Data section below:

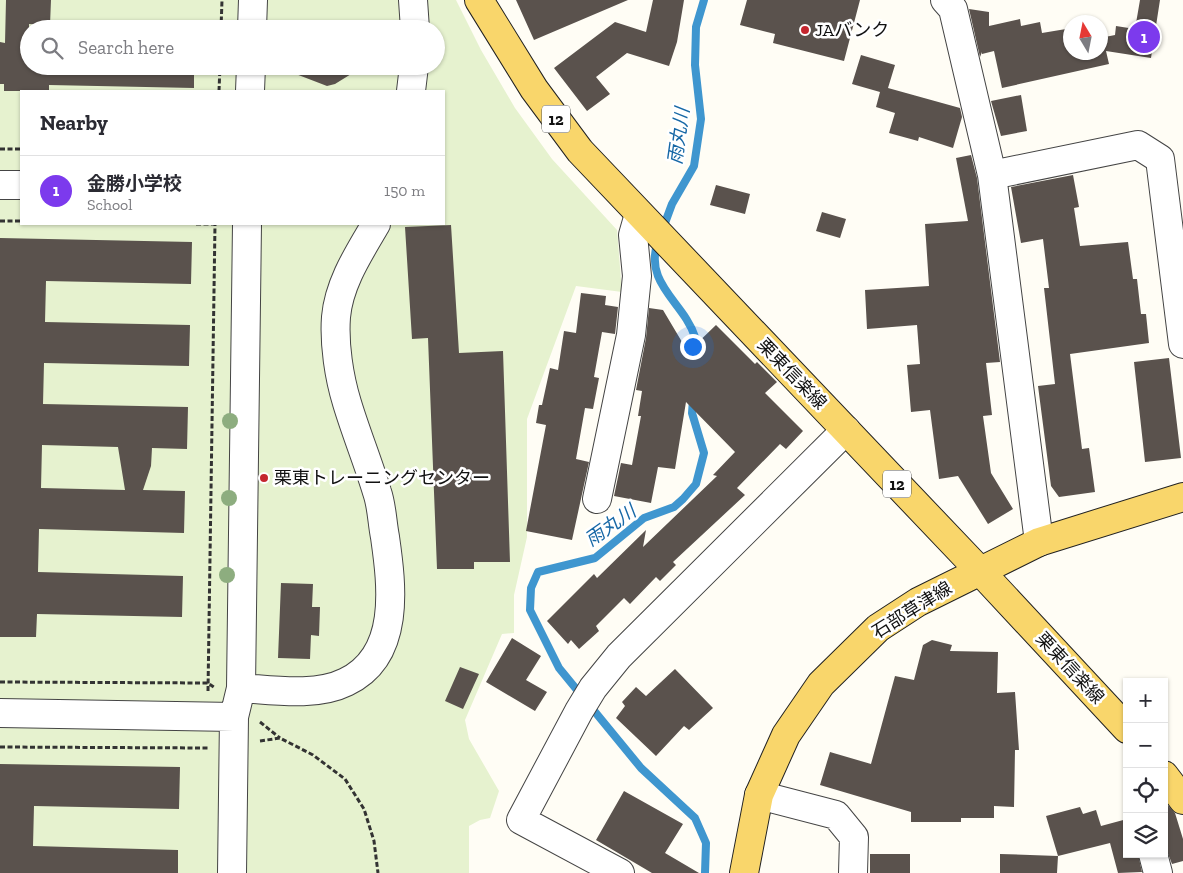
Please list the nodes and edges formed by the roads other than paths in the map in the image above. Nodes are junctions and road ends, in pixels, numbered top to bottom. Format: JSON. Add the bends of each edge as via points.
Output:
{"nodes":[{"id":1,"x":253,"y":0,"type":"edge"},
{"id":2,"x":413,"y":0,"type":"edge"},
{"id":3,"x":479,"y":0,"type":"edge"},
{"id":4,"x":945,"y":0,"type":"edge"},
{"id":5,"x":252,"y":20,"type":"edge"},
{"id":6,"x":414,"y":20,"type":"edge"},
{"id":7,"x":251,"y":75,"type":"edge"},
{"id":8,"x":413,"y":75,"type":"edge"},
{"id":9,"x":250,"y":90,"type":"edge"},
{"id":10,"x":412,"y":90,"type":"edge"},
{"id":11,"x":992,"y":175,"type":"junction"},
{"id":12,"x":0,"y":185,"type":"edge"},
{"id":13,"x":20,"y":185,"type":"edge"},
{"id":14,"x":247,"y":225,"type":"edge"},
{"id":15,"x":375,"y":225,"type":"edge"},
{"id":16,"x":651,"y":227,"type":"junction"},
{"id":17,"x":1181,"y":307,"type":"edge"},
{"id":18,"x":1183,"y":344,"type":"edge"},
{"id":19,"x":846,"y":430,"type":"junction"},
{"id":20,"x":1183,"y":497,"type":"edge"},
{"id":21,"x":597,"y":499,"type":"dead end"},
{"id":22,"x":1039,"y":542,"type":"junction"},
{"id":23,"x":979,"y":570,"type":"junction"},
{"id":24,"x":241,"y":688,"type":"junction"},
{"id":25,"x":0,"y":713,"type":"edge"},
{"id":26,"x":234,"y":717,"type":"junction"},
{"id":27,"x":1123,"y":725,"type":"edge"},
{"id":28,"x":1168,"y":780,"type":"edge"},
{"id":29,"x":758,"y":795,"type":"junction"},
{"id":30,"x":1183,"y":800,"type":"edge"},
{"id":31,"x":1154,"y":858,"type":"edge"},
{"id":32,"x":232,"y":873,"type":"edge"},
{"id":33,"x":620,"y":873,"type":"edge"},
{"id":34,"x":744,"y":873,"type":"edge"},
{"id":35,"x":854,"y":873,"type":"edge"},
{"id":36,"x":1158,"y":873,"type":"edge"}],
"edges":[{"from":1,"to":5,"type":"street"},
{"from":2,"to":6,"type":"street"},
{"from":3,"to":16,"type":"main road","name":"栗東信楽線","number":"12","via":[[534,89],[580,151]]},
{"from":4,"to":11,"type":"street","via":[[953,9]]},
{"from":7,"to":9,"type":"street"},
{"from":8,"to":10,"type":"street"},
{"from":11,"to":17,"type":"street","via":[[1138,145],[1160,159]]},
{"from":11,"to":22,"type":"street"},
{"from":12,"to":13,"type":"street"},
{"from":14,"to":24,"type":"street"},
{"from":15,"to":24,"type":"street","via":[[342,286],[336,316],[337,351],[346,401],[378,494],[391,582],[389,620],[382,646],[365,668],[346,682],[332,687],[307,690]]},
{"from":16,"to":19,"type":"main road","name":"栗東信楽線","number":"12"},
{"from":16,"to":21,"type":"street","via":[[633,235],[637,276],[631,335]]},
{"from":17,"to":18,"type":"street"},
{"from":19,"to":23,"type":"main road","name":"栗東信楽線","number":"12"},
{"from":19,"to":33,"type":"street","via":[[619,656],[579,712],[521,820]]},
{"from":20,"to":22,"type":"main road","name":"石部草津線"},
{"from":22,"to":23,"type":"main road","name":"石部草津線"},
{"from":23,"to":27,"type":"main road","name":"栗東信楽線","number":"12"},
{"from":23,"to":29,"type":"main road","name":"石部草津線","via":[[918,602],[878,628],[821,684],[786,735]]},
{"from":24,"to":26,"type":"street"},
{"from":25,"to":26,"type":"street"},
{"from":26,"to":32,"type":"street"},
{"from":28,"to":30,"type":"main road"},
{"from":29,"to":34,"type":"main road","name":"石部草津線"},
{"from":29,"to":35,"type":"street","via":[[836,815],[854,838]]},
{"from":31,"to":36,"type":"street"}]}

End of Data section.

Problem details: Go through the records and report each line that contains "栗東信楽線".

Response to the task:
{"from":3,"to":16,"type":"main road","name":"栗東信楽線","number":"12","via":[[534,89],[580,151]]},
{"from":16,"to":19,"type":"main road","name":"栗東信楽線","number":"12"},
{"from":19,"to":23,"type":"main road","name":"栗東信楽線","number":"12"},
{"from":23,"to":27,"type":"main road","name":"栗東信楽線","number":"12"},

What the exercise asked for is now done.